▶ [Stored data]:
===============

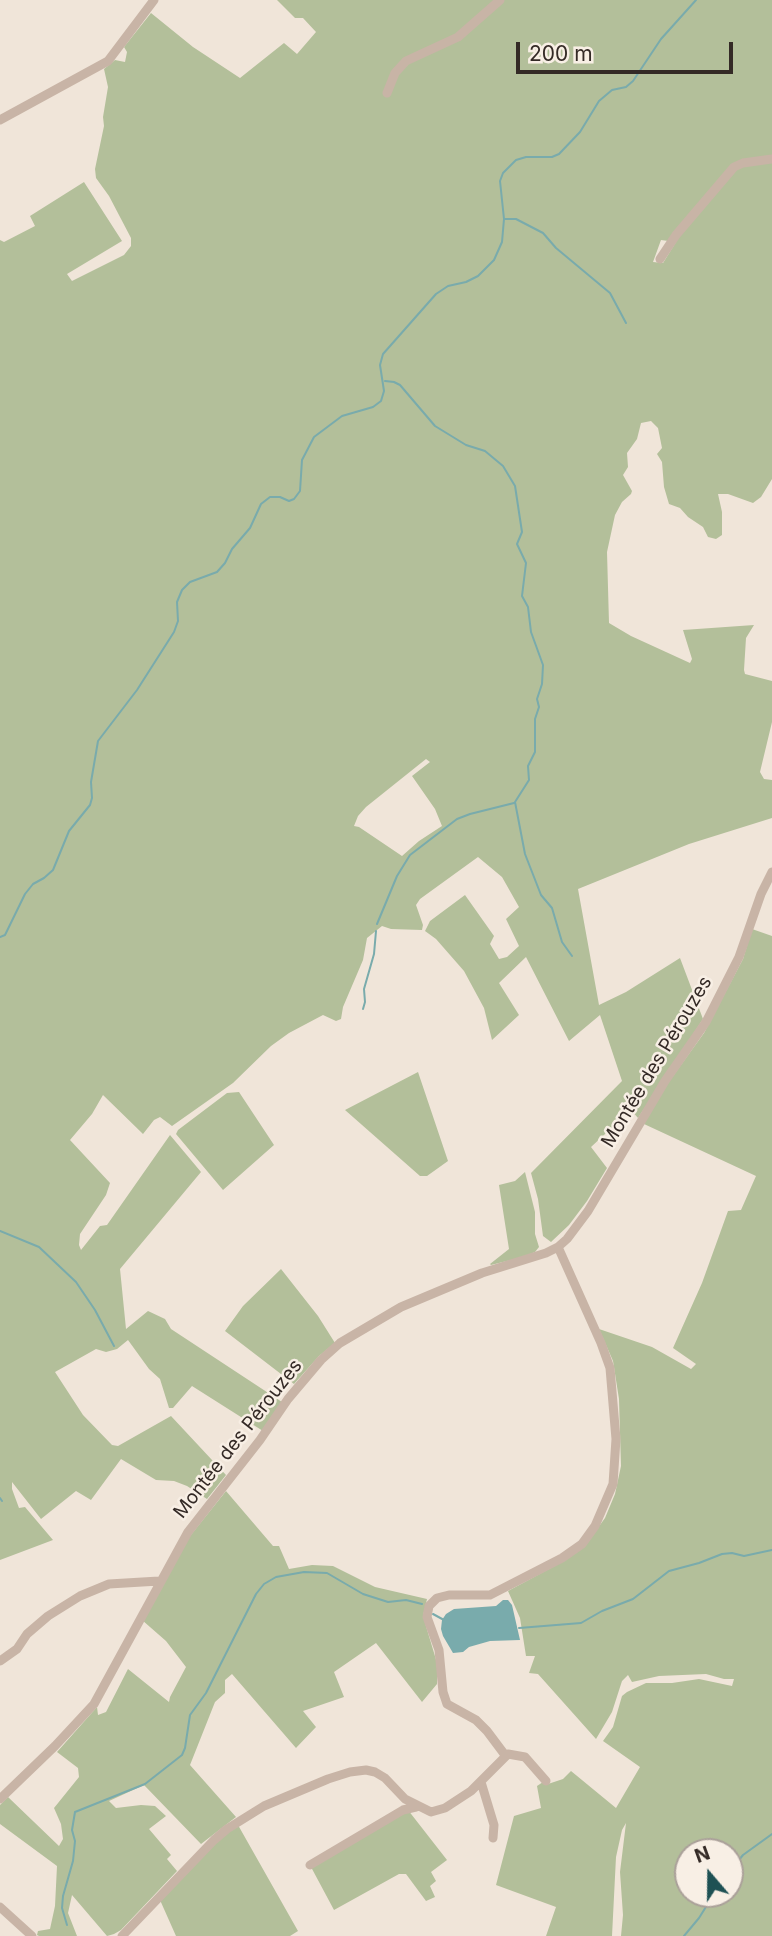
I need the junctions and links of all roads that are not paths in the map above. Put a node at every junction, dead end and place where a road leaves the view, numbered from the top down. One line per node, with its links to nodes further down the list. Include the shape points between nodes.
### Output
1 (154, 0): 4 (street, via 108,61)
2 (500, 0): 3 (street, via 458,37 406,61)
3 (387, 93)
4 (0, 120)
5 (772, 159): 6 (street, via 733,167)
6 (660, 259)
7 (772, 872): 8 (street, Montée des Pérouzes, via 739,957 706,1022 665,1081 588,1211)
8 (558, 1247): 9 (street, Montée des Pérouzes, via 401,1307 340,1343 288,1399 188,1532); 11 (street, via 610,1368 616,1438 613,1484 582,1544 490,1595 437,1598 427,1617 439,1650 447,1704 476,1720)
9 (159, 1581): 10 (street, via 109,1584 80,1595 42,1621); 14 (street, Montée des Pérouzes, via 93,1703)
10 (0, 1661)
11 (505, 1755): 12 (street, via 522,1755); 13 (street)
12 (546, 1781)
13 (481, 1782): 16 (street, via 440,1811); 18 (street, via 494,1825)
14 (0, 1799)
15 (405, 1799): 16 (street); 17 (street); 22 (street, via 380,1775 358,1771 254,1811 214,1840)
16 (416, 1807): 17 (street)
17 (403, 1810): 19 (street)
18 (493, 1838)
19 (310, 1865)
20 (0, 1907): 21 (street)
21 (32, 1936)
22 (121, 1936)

===============

▶ [DIRECTIONS]:
Please set down every record above exactly as it appears, leaving out the pictures.

▶ [FINISHED TASK]:
I need the junctions and links of all roads that are not paths in the map above. Put a node at every junction, dead end and place where a road leaves the view, numbered from the top down. One line per node, with its links to nodes further down the list. Include the shape points between nodes.
### Output
1 (154, 0): 4 (street, via 108,61)
2 (500, 0): 3 (street, via 458,37 406,61)
3 (387, 93)
4 (0, 120)
5 (772, 159): 6 (street, via 733,167)
6 (660, 259)
7 (772, 872): 8 (street, Montée des Pérouzes, via 739,957 706,1022 665,1081 588,1211)
8 (558, 1247): 9 (street, Montée des Pérouzes, via 401,1307 340,1343 288,1399 188,1532); 11 (street, via 610,1368 616,1438 613,1484 582,1544 490,1595 437,1598 427,1617 439,1650 447,1704 476,1720)
9 (159, 1581): 10 (street, via 109,1584 80,1595 42,1621); 14 (street, Montée des Pérouzes, via 93,1703)
10 (0, 1661)
11 (505, 1755): 12 (street, via 522,1755); 13 (street)
12 (546, 1781)
13 (481, 1782): 16 (street, via 440,1811); 18 (street, via 494,1825)
14 (0, 1799)
15 (405, 1799): 16 (street); 17 (street); 22 (street, via 380,1775 358,1771 254,1811 214,1840)
16 (416, 1807): 17 (street)
17 (403, 1810): 19 (street)
18 (493, 1838)
19 (310, 1865)
20 (0, 1907): 21 (street)
21 (32, 1936)
22 (121, 1936)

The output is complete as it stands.